Mendengar jawaban Gendis. Daniel yang tadinya antusias, malah berubah raut wajahnya jadi bete seketika.
Daniel nggak tau kalau Gendis punya daya ingat yang buruk, padahal waktu bertemu dengan bu Denayu, beliau meminta Gendis ikut ke kantor polsi, untuk menjemput anaknya yang dithan di sana karena tauran dengan SMK Hercules.
Daniel yang udah kecewa, hanya merespon singkat. "Oh ..."
"Yaudah yuk, kita langsung jalan aja. Udah nggak gemeteran lagi kan?"
Daniel yang kecewa, karena sempat berekspektasi kalau Gendis mengingat pertemuan dengannya. Malah melenggang meninggalkan Gendis, tanpa menunggu jawaban dari lawan bicaranya itu.

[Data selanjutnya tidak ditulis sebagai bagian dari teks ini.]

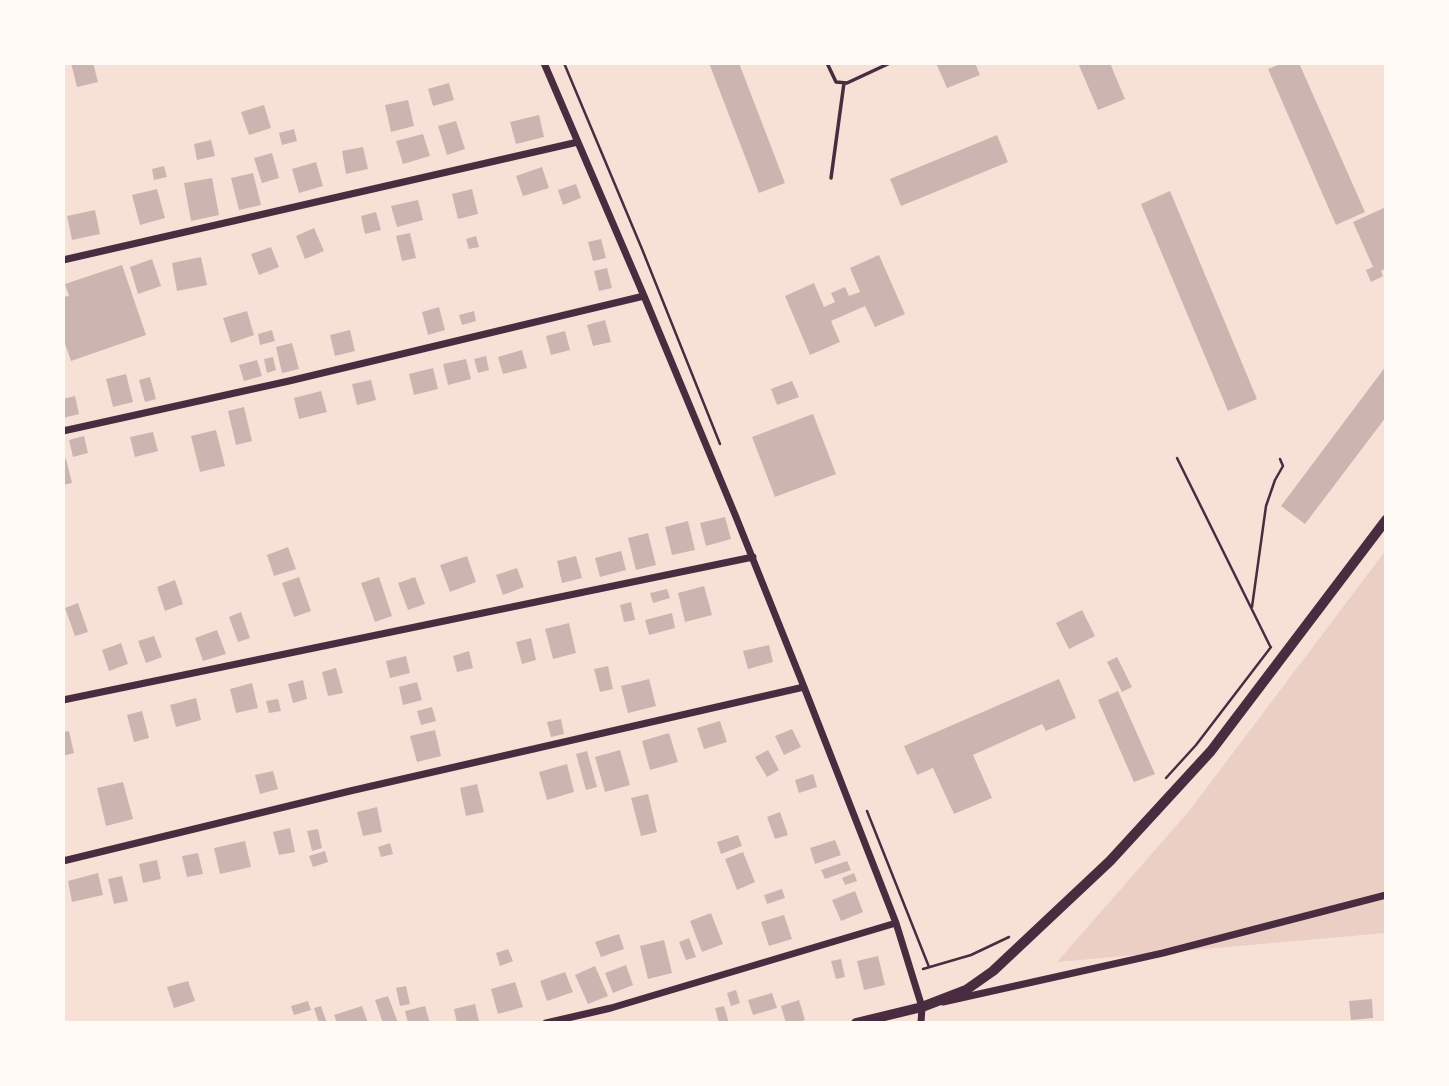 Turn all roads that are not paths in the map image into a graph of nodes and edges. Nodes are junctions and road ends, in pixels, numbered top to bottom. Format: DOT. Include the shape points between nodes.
graph roads {
  1 [pos="544,63"];
  2 [pos="827,63"];
  3 [pos="890,63"];
  4 [pos="844,83"];
  5 [pos="578,142"];
  6 [pos="831,178"];
  7 [pos="63,260"];
  8 [pos="644,296"];
  9 [pos="63,431"];
  10 [pos="1386,520"];
  11 [pos="753,557"];
  12 [pos="804,687"];
  13 [pos="63,700"];
  14 [pos="63,860"];
  15 [pos="1386,895"];
  16 [pos="896,923"];
  17 [pos="922,1007"];
  18 [pos="546,1023"];
  19 [pos="856,1023"];
  20 [pos="921,1023"];
  1 -- 5 [label="street"];
  2 -- 4 [label="lane" via="835,82"];
  3 -- 4 [label="lane"];
  4 -- 6 [label="lane"];
  5 -- 7 [label="street"];
  5 -- 8 [label="street"];
  8 -- 9 [label="street"];
  8 -- 11 [label="street"];
  10 -- 17 [label="street" via="1212,751 1110,861 993,971 966,990"];
  11 -- 12 [label="street"];
  11 -- 13 [label="street"];
  12 -- 14 [label="street"];
  12 -- 16 [label="street"];
  15 -- 17 [label="street" via="1163,953"];
  16 -- 17 [label="street"];
  16 -- 18 [label="street"];
  17 -- 19 [label="street"];
  17 -- 20 [label="street"];
} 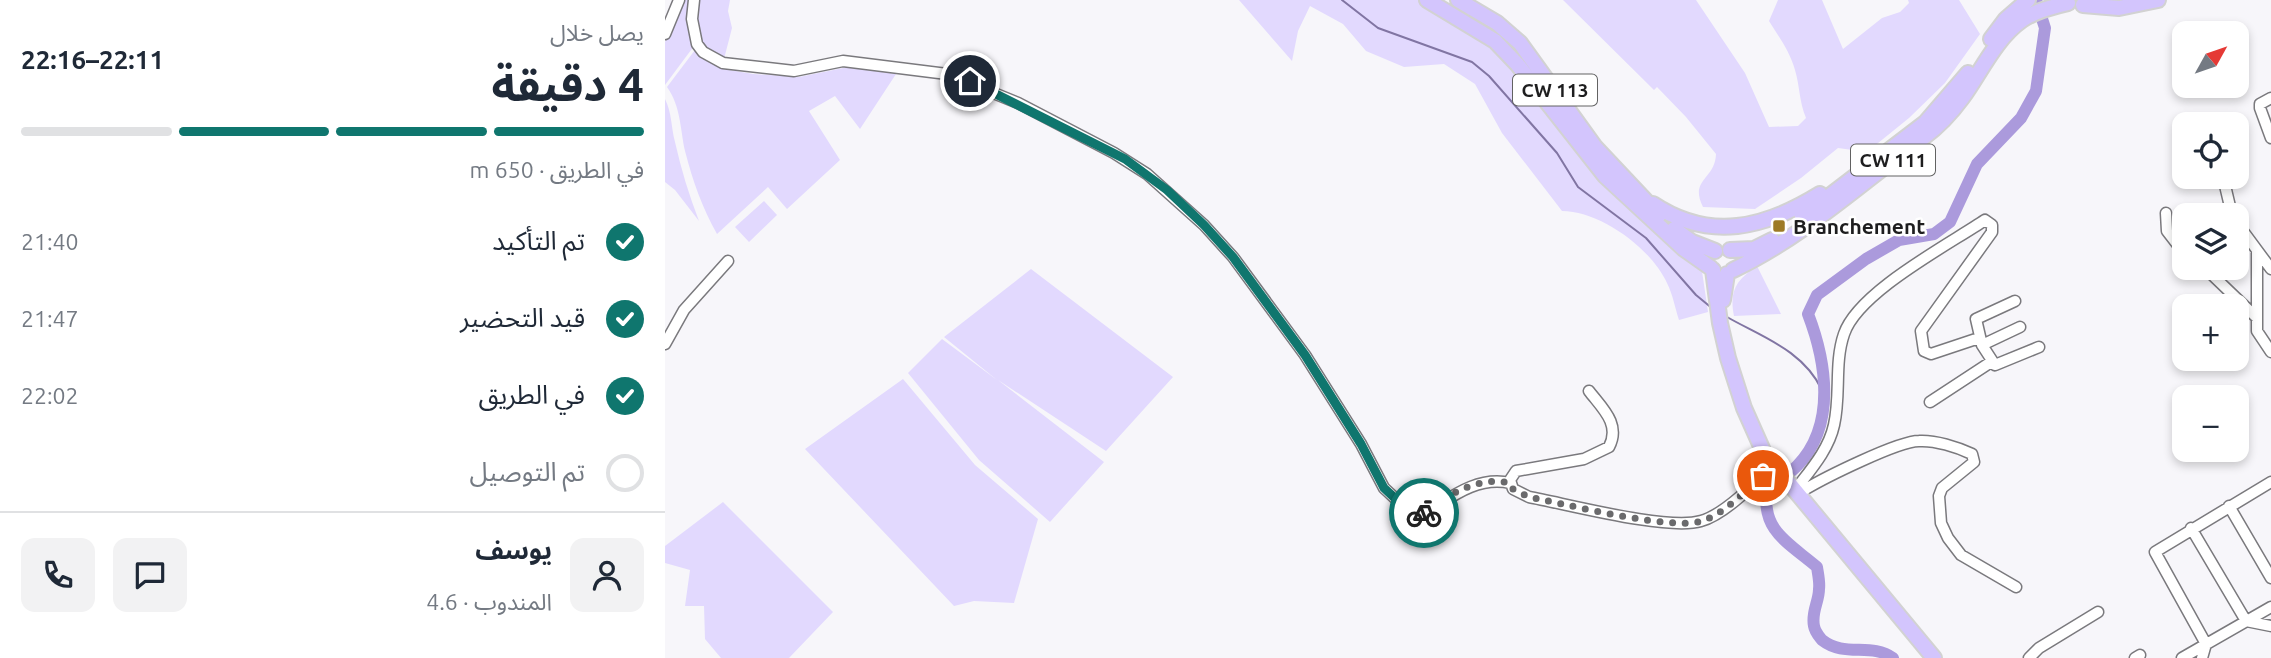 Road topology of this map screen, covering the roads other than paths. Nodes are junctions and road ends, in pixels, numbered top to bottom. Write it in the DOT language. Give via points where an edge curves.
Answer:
graph roads {
  1 [pos="679,0"];
  2 [pos="694,0"];
  3 [pos="1427,0"];
  4 [pos="1458,0"];
  5 [pos="2158,0"];
  6 [pos="2071,3"];
  7 [pos="2023,9"];
  8 [pos="665,34"];
  9 [pos="2271,98"];
  10 [pos="2271,138"];
  11 [pos="1860,170"];
  12 [pos="1639,194"];
  13 [pos="2166,213"];
  14 [pos="2172,237"];
  15 [pos="2249,239"];
  16 [pos="2257,250"];
  17 [pos="1722,251"];
  18 [pos="728,261"];
  19 [pos="2271,269"];
  20 [pos="1721,270"];
  21 [pos="2217,280"];
  22 [pos="2015,301"];
  23 [pos="2256,318"];
  24 [pos="2020,327"];
  25 [pos="667,337"];
  26 [pos="1980,342"];
  27 [pos="2039,347"];
  28 [pos="2271,352"];
  29 [pos="1991,362"];
  30 [pos="1589,391"];
  31 [pos="1930,402"];
  32 [pos="1777,467"];
  33 [pos="1510,483"];
  34 [pos="1797,486"];
  35 [pos="2269,486"];
  36 [pos="2229,506"];
  37 [pos="2191,528"];
  38 [pos="2271,578"];
  39 [pos="2016,587"];
  40 [pos="2271,607"];
  41 [pos="2098,612"];
  42 [pos="2246,621"];
  43 [pos="2271,626"];
  44 [pos="2206,644"];
  45 [pos="1934,658"];
  46 [pos="1945,658"];
  47 [pos="2029,658"];
  48 [pos="2182,658"];
  49 [pos="2202,658"];
  1 -- 8 [label="street"];
  2 -- 33 [label="street" via="697,44 723,63 794,71 843,61 947,74 1018,103 1125,159 1167,190 1233,257 1305,355 1384,488 1414,516 1475,484"];
  3 -- 20 [label="highway" via="1495,41 1605,176 1684,248"];
  4 -- 12 [label="highway, CW 113" via="1520,43 1590,141"];
  5 -- 6 [label="highway, CW 111" via="2115,8"];
  6 -- 7 [label="highway, CW 111"];
  7 -- 11 [label="highway" via="1999,27 1934,115"];
  7 -- 20 [label="highway, CW 111" via="1962,98 1934,130 1765,254"];
  9 -- 10 [label="street" via="2260,104"];
  11 -- 12 [label="highway" via="1791,210 1732,227 1687,222"];
  11 -- 17 [label="highway, CW 111" via="1770,242 1754,249"];
  12 -- 17 [label="highway" via="1679,233 1700,246"];
  13 -- 14 [label="street"];
  15 -- 16 [label="street"];
  16 -- 19 [label="street"];
  16 -- 23 [label="street"];
  17 -- 20 [label="highway" via="1710,259"];
  17 -- 20 [label="highway" via="1735,257"];
  18 -- 25 [label="street" via="684,310"];
  20 -- 32 [label="highway" via="1723,323"];
  21 -- 23 [label="street"];
  22 -- 26 [label="street" via="1976,319"];
  23 -- 28 [label="street" via="2256,331"];
  24 -- 26 [label="street"];
  26 -- 29 [label="street"];
  26 -- 34 [label="street" via="1931,354 1924,351 1920,337 1992,232 1992,225 1985,220 1858,309 1844,334 1834,426 1821,455"];
  27 -- 29 [label="street" via="1999,365"];
  29 -- 31 [label="street"];
  30 -- 33 [label="street" via="1612,422 1609,447 1584,458 1517,471"];
  32 -- 33 [label="street" via="1699,522 1669,523 1529,497"];
  32 -- 34 [label="highway"];
  34 -- 39 [label="street" via="1910,442 1926,441 1972,453 1974,463 1942,488 1941,523 1961,555"];
  34 -- 45 [label="highway"];
  34 -- 46 [label="highway"];
  35 -- 36 [label="street"];
  36 -- 37 [label="street"];
  36 -- 38 [label="street"];
  37 -- 42 [label="street"];
  37 -- 44 [label="street" via="2155,553"];
  40 -- 42 [label="street"];
  41 -- 47 [label="street"];
  42 -- 43 [label="street"];
  42 -- 44 [label="street"];
  44 -- 48 [label="street"];
  44 -- 49 [label="street"];
} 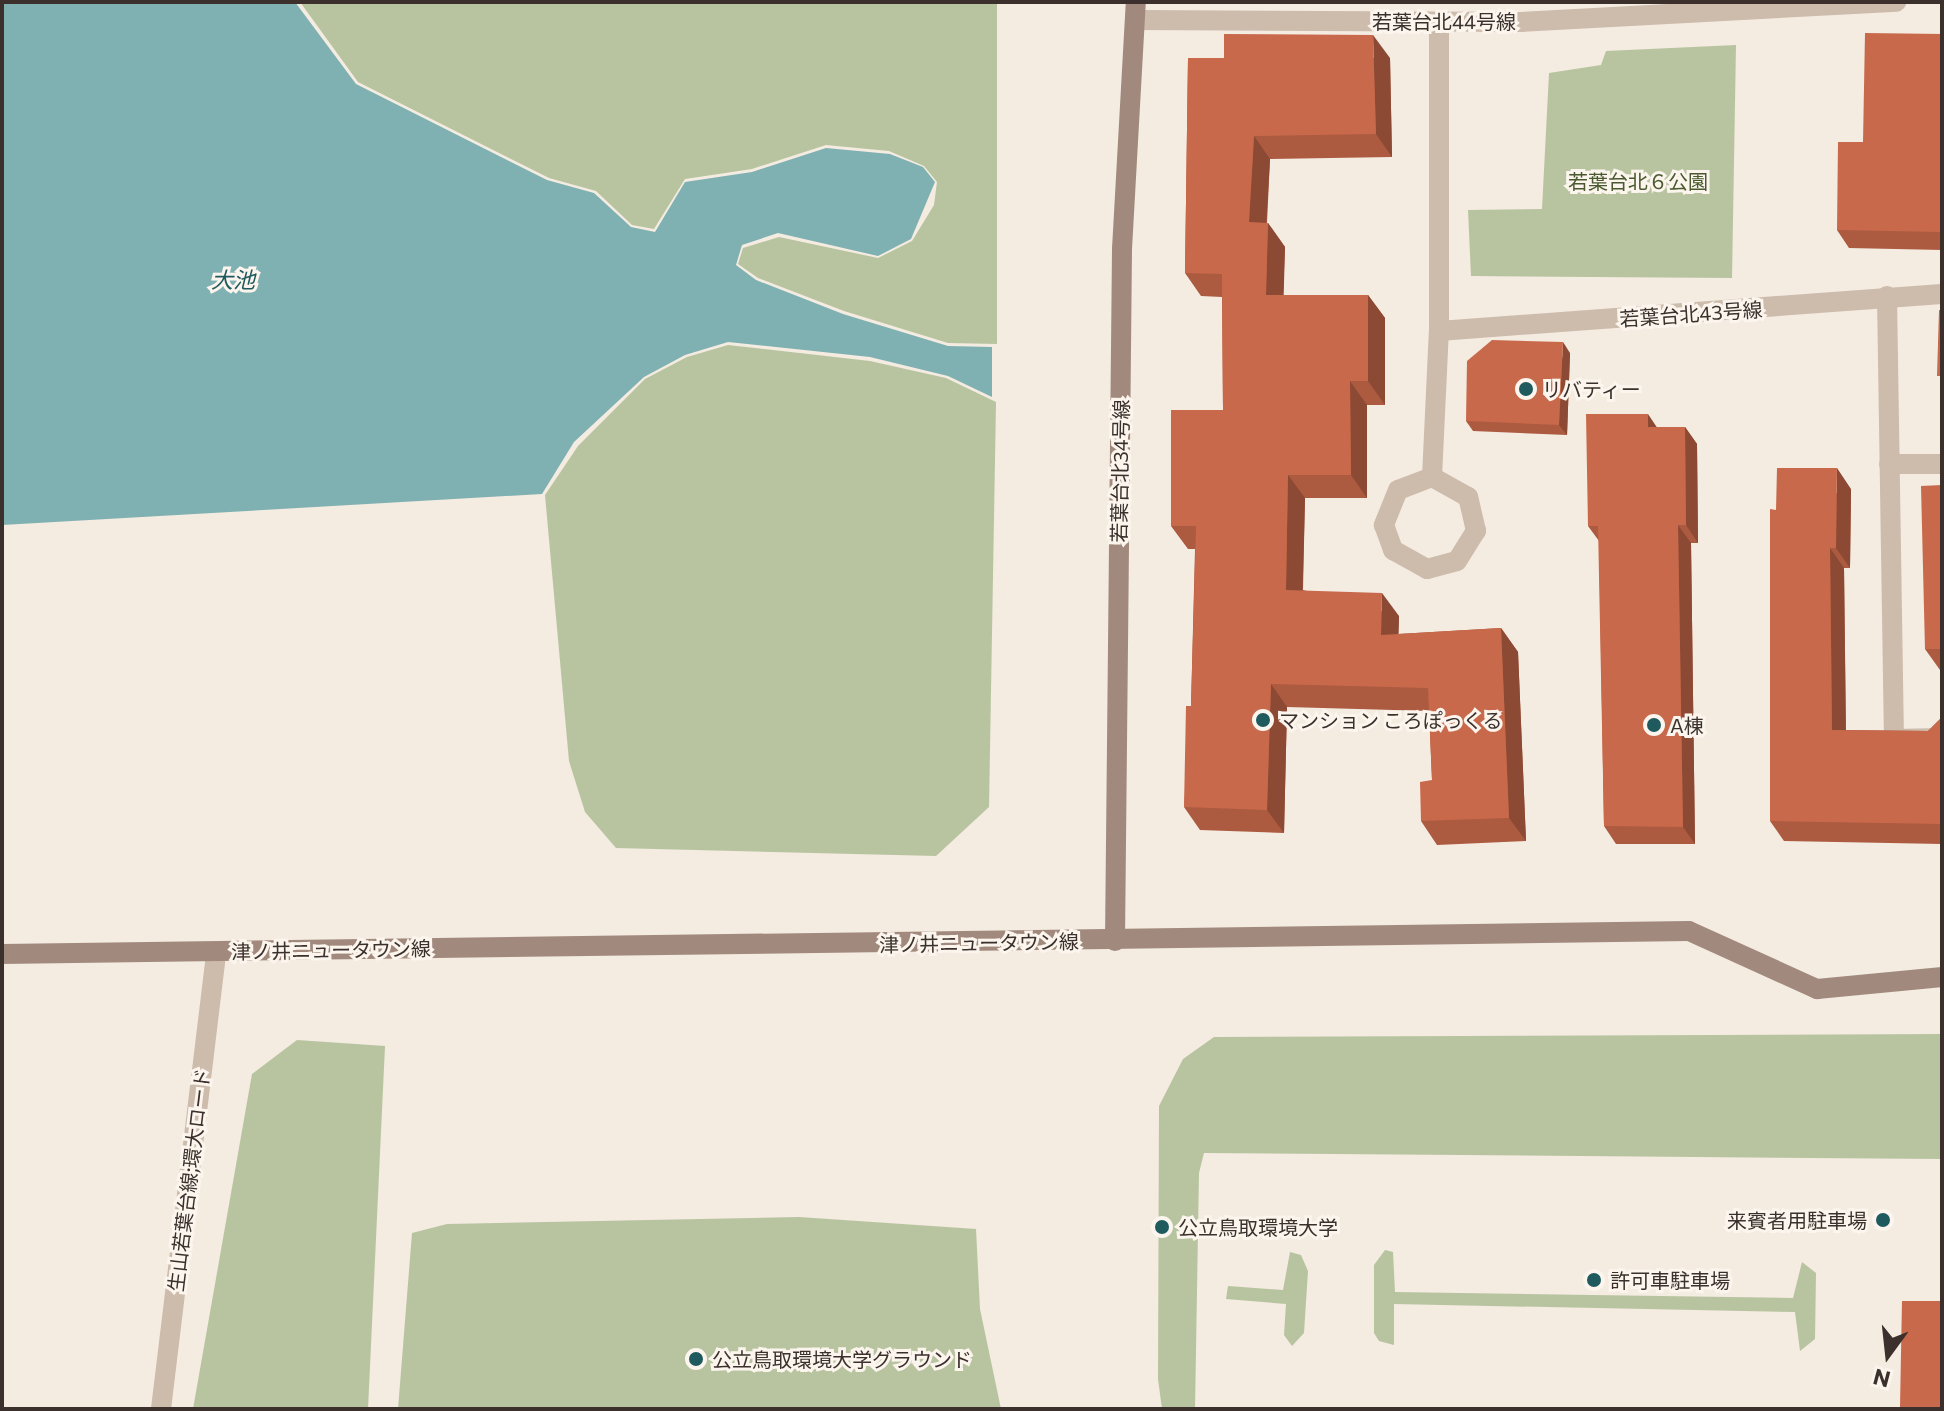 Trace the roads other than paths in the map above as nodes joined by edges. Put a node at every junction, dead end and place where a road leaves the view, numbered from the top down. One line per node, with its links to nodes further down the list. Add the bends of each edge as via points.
1 (1896, 2): 3 (street, 若葉台北44号線)
2 (1135, 11): 3 (street, 若葉台北44号線); 11 (street, 若葉台北34号線, via 1122,249)
3 (1439, 22): 6 (street)
4 (1942, 294): 5 (street, 若葉台北43号線)
5 (1887, 296): 6 (street, 若葉台北43号線); 7 (street)
6 (1439, 331): 9 (street)
7 (1889, 464): 8 (street); 10 (street, via 1894,739)
8 (1942, 464)
9 (1432, 477): 9 (street, via 1398,490 1384,525 1393,550 1427,569 1457,561 1476,531 1468,497)
10 (1942, 738)
11 (1115, 941): 12 (street, 津ノ井ニュータウン線); 14 (street, 津ノ井ニュータウン線, via 1689,931 1817,989)
12 (216, 952): 13 (street, 津ノ井ニュータウン線); 15 (street, 生山若葉台線;環大ロード)
13 (2, 954)
14 (1942, 977)
15 (161, 1409)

Gendis pun menyusul Daniel, yang langkahnya bener-bener cepat dan untungnya Gendis udah nggak lemes lagi, dan ketakutan lagi setelah melihat eco park, lalu disusul dengan pemandangan kolam renang di sepanjang perjalanannya menuju kamar bu Denayu.
Kedua remaja ini pun tiba di depan kamar bu Denayu, lalu Daniel pun ikut masuk ke kamar Maminya.
"Lo ngapain ikut masuk? gue cuma mau ketemu dan ngobrol sama nyokap lo." sela Gendis, sambil menahan tangan si pemilik rumah.
"Ya harus masuk lah, gue tau apa alasan lo nemuin nyokap gue. Yang nggak lain, karena lo mau menolak perjodohan kita kan?"
"Gue juga perlu tau alasan lo, kenapa nekat banget menolak. Padahal tadi juga lo bilang, kalau lo nggak punya pacar kan?" sambung Daniel lagi, terus meyakinkan Gendis supaya Gendis mengikut sertakannya.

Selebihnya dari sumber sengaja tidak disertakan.